• Task: When you reach the entries below, transcribe each one exactly as it stands.
---- Excerpted data
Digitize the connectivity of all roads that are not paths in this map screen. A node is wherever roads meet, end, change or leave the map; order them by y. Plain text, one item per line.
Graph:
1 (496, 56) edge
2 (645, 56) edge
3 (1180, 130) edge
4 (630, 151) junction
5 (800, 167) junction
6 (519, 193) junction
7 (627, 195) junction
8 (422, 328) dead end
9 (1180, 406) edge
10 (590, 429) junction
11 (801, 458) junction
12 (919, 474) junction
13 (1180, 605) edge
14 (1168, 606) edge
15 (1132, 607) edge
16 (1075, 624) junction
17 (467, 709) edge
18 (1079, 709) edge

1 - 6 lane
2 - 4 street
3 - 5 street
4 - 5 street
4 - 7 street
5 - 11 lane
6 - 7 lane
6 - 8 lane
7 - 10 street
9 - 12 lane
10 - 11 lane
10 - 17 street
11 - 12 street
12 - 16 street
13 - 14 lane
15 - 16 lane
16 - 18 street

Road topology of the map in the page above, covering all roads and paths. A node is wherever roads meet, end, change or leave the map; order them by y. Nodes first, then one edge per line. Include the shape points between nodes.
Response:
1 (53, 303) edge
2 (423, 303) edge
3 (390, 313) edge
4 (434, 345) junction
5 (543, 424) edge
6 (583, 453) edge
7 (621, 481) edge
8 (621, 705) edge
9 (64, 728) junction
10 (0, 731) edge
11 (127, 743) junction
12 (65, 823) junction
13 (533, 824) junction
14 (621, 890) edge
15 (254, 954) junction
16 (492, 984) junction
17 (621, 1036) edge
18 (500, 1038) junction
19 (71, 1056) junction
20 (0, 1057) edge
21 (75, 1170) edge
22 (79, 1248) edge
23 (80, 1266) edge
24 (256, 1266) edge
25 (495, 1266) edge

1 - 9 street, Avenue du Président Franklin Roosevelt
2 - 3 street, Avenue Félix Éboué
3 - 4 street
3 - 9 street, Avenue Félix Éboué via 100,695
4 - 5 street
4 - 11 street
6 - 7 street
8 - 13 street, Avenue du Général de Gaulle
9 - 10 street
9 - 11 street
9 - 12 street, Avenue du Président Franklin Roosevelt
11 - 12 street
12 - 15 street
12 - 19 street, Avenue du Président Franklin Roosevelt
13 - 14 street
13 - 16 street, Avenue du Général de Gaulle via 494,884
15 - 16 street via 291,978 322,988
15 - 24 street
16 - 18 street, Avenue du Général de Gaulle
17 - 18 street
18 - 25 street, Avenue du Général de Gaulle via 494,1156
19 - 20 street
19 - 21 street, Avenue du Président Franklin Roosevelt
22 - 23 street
--------
• Result of this task:
Digitize the connectivity of all roads that are not paths in this map screen. A node is wherever roads meet, end, change or leave the map; order them by y. Plain text, one item per line.
Graph:
1 (496, 56) edge
2 (645, 56) edge
3 (1180, 130) edge
4 (630, 151) junction
5 (800, 167) junction
6 (519, 193) junction
7 (627, 195) junction
8 (422, 328) dead end
9 (1180, 406) edge
10 (590, 429) junction
11 (801, 458) junction
12 (919, 474) junction
13 (1180, 605) edge
14 (1168, 606) edge
15 (1132, 607) edge
16 (1075, 624) junction
17 (467, 709) edge
18 (1079, 709) edge

1 - 6 lane
2 - 4 street
3 - 5 street
4 - 5 street
4 - 7 street
5 - 11 lane
6 - 7 lane
6 - 8 lane
7 - 10 street
9 - 12 lane
10 - 11 lane
10 - 17 street
11 - 12 street
12 - 16 street
13 - 14 lane
15 - 16 lane
16 - 18 street

Road topology of the map in the page above, covering all roads and paths. A node is wherever roads meet, end, change or leave the map; order them by y. Nodes first, then one edge per line. Include the shape points between nodes.
Response:
1 (53, 303) edge
2 (423, 303) edge
3 (390, 313) edge
4 (434, 345) junction
5 (543, 424) edge
6 (583, 453) edge
7 (621, 481) edge
8 (621, 705) edge
9 (64, 728) junction
10 (0, 731) edge
11 (127, 743) junction
12 (65, 823) junction
13 (533, 824) junction
14 (621, 890) edge
15 (254, 954) junction
16 (492, 984) junction
17 (621, 1036) edge
18 (500, 1038) junction
19 (71, 1056) junction
20 (0, 1057) edge
21 (75, 1170) edge
22 (79, 1248) edge
23 (80, 1266) edge
24 (256, 1266) edge
25 (495, 1266) edge

1 - 9 street, Avenue du Président Franklin Roosevelt
2 - 3 street, Avenue Félix Éboué
3 - 4 street
3 - 9 street, Avenue Félix Éboué via 100,695
4 - 5 street
4 - 11 street
6 - 7 street
8 - 13 street, Avenue du Général de Gaulle
9 - 10 street
9 - 11 street
9 - 12 street, Avenue du Président Franklin Roosevelt
11 - 12 street
12 - 15 street
12 - 19 street, Avenue du Président Franklin Roosevelt
13 - 14 street
13 - 16 street, Avenue du Général de Gaulle via 494,884
15 - 16 street via 291,978 322,988
15 - 24 street
16 - 18 street, Avenue du Général de Gaulle
17 - 18 street
18 - 25 street, Avenue du Général de Gaulle via 494,1156
19 - 20 street
19 - 21 street, Avenue du Président Franklin Roosevelt
22 - 23 street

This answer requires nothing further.